§ **EXERCISE INSTRUCTIONS**: What are the lines from the one containing "index pip: (290, 170)" through the end of the listing below? Return them exactly, and only them.

§ **MATERIAL SHOWN**:
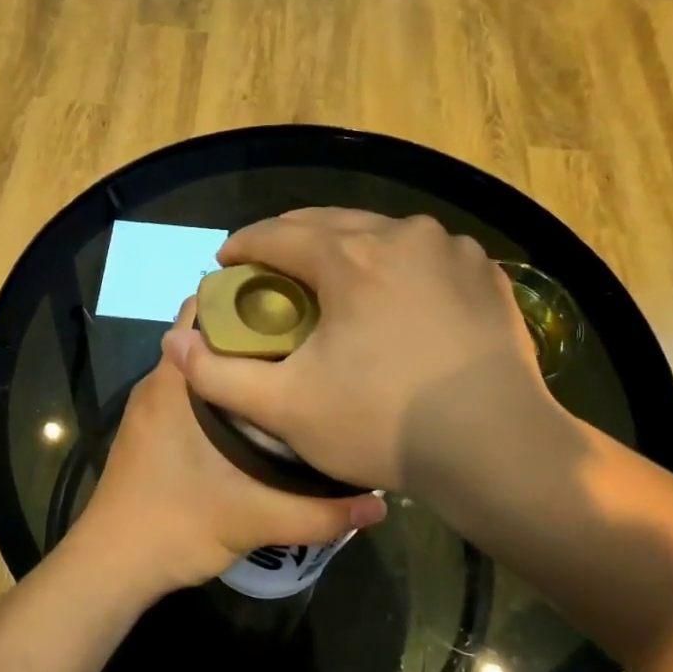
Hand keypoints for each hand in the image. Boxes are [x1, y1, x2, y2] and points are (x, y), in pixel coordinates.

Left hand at [70, 305, 385, 599]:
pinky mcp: (151, 431)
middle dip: (256, 330)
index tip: (299, 302)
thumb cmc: (174, 526)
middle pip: (208, 335)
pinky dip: (224, 392)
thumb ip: (320, 514)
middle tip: (311, 338)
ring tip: (296, 370)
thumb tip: (380, 506)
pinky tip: (263, 414)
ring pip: (201, 366)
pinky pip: (191, 392)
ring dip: (240, 364)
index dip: (250, 297)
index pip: (206, 310)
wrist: (112, 567)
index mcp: (174, 383)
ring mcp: (151, 408)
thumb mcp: (254, 519)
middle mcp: (159, 383)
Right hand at [163, 209, 572, 491]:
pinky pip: (426, 256)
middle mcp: (402, 235)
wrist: (497, 448)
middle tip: (270, 269)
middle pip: (328, 223)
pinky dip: (397, 266)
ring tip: (331, 278)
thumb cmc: (383, 424)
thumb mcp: (286, 408)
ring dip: (346, 248)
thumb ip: (219, 376)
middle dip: (291, 240)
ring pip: (381, 233)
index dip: (243, 245)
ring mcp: (452, 251)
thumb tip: (176, 343)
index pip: (277, 234)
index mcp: (349, 256)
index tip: (226, 263)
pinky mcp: (488, 275)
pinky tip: (395, 295)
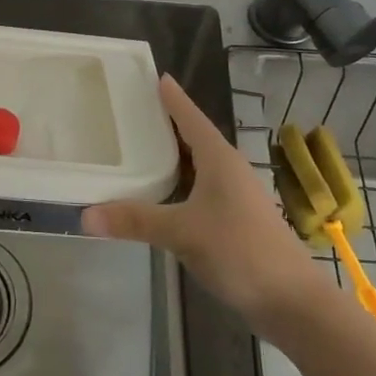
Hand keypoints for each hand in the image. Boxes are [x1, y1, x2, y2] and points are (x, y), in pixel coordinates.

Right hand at [82, 75, 324, 339]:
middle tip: (131, 110)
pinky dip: (178, 183)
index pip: (190, 116)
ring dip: (171, 155)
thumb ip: (135, 220)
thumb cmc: (240, 251)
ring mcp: (234, 195)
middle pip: (192, 136)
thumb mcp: (182, 232)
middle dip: (165, 123)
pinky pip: (200, 188)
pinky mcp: (235, 219)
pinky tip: (160, 194)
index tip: (154, 75)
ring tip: (138, 147)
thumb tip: (84, 215)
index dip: (172, 97)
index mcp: (219, 158)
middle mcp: (228, 169)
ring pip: (197, 164)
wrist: (292, 301)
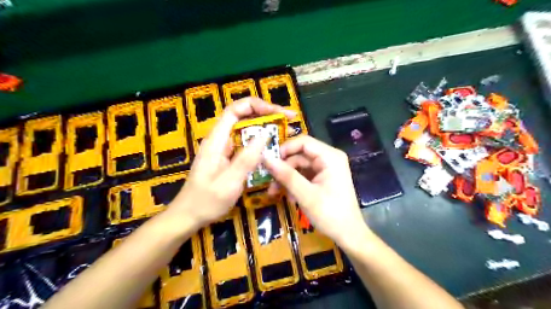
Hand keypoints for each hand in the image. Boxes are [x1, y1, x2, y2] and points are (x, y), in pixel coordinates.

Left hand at [171, 98, 296, 230]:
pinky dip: (261, 142)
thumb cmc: (206, 201)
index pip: (234, 110)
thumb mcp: (229, 182)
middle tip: (288, 120)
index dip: (256, 105)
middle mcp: (220, 140)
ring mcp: (224, 149)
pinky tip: (273, 148)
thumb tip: (265, 135)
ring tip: (285, 131)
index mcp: (216, 141)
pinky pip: (246, 144)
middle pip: (243, 117)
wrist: (189, 216)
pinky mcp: (228, 158)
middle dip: (266, 114)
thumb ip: (246, 159)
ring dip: (265, 128)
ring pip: (246, 130)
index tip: (277, 112)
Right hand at [264, 136, 371, 247]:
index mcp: (330, 157)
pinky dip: (293, 184)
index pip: (303, 142)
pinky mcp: (322, 178)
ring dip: (286, 179)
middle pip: (299, 155)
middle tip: (268, 182)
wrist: (348, 235)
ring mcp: (325, 169)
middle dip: (283, 168)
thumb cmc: (330, 214)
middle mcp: (328, 158)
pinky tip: (288, 197)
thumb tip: (265, 158)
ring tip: (274, 193)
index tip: (268, 161)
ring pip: (299, 166)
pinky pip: (303, 175)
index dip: (284, 149)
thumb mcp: (306, 195)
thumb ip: (286, 175)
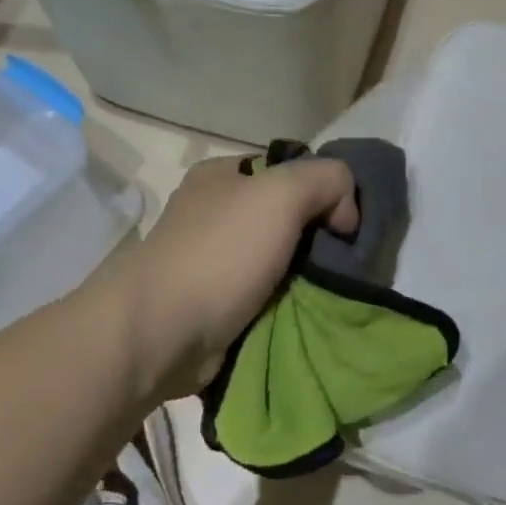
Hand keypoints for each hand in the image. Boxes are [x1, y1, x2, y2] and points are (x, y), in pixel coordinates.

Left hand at [112, 155, 359, 396]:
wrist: (160, 334)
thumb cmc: (219, 253)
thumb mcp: (283, 193)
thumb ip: (327, 179)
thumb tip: (345, 213)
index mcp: (222, 175)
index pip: (290, 170)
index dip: (325, 190)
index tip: (345, 224)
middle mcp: (214, 212)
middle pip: (288, 216)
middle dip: (319, 238)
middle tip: (344, 262)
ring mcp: (211, 260)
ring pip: (281, 259)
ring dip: (307, 276)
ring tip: (332, 293)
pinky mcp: (213, 303)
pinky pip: (266, 296)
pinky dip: (287, 304)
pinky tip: (306, 313)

§ **ANSWER**:
index pip: (290, 170)
index dip: (325, 190)
index tip: (345, 224)
middle mcp: (214, 212)
middle pip: (288, 216)
middle dip: (319, 238)
middle tip: (344, 262)
ring mcp: (211, 260)
ring pip: (281, 259)
ring dip: (307, 276)
ring tip: (332, 293)
pinky mcp: (213, 303)
pinky pip: (266, 296)
pinky dip: (287, 304)
pinky tip: (306, 313)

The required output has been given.